As a result of the amendment, Cleco Power is no longer liable for excess
labor costs as contemplated under the original agreement. The total
capital cost estimate for the project, including AFUDC, Amended EPC Contract
costs, and other development expenses, remains at $1.0 billion. As of
March 31, 2009, Cleco Power had incurred approximately $908.3 million in project
costs, including AFUDC. Under the Amended EPC Contract, Shaw is subject to
payment of liquidated damages if certain operating performance criteria and
schedule dates are not met.

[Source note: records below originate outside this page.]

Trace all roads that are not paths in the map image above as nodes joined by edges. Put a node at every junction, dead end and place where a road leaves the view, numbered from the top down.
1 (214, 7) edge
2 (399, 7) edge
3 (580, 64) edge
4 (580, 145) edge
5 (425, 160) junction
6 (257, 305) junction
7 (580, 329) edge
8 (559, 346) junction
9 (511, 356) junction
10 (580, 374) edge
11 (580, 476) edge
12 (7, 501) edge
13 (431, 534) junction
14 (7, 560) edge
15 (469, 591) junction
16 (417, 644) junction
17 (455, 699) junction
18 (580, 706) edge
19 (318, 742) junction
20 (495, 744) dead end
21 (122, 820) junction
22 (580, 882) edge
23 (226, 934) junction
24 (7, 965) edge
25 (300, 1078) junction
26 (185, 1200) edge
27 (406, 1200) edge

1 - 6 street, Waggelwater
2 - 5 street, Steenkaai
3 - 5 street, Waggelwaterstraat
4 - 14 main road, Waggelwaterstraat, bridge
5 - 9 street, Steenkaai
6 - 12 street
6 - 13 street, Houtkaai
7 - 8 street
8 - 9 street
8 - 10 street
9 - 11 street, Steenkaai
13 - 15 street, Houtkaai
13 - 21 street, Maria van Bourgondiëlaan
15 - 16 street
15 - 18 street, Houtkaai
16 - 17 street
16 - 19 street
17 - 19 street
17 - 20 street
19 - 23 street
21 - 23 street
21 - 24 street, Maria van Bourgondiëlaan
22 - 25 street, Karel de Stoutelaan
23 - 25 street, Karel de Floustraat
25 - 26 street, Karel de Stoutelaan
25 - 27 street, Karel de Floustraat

The Amended EPC Contract allows for
termination at Cleco Power’s sole discretion, which would require payment of
termination fees, or if certain milestones, approvals, or other typical
commercial terms and conditions are not met. As of March 31, 2009, the
maximum termination costs would have been $790.1 million or an additional $27.9
million more than the capital expended to date. In support of its
performance obligations, Shaw has provided a $58.9 million letter of credit to
Cleco Power. In addition to the letter of credit, Shaw also posted a
$200.0 million payment and performance bond in favor of Cleco Power in support
of its performance obligations under the Amended EPC Contract. The Amended
EPC Contract also provides for Shaw to: (a) allow retention, or (b) issue an
additional letter of credit, in an amount equal to 7.5% of the payments made by
Cleco Power under the contract. Effective March 31, 2009, Shaw had issued an
additional letter of credit in the amount of $56.4 million with no retained
amounts outstanding. The retention and letters of credit are provided
in support of Shaw’s potential payment of liquidated damages, or other payment
performance obligations. The Amended EPC Contract also provides in the
event Cleco Power does not maintain a senior unsecured credit rating of either:
(i) Baa3 or better from Moody’s or (ii) BBB- or better from Standard &
Poor’s, Cleco Power will be required to provide a letter of credit to Shaw in
the amount of $20.0 million. In the event of further downgrade to both of its
credit ratings to: (i) Ba2 or below from Moody’s, and (ii) BB or below from
Standard & Poor’s, Cleco Power will be required to provide an additional
$15.0 million letter of credit to Shaw.
In
December 2008, Cleco Power received correspondence from Shaw requesting recovery
of $12.3 million in force majeure related costs and a schedule extension of
fifteen days allegedly incurred as a result of Hurricanes Gustav and
Ike. Shaw has since withdrawn its cost estimate but has informed
Cleco Power that it will resubmit a cost estimate after completion of further
analysis. The Registrants do not believe the resolution of this
potential claim will have a material adverse impact to the Registrants’ results
of operations or financial condition. Additionally, the Registrants do not
believe the resolution of this potential claim will have a material adverse
impact on the cost of Rodemacher Unit 3.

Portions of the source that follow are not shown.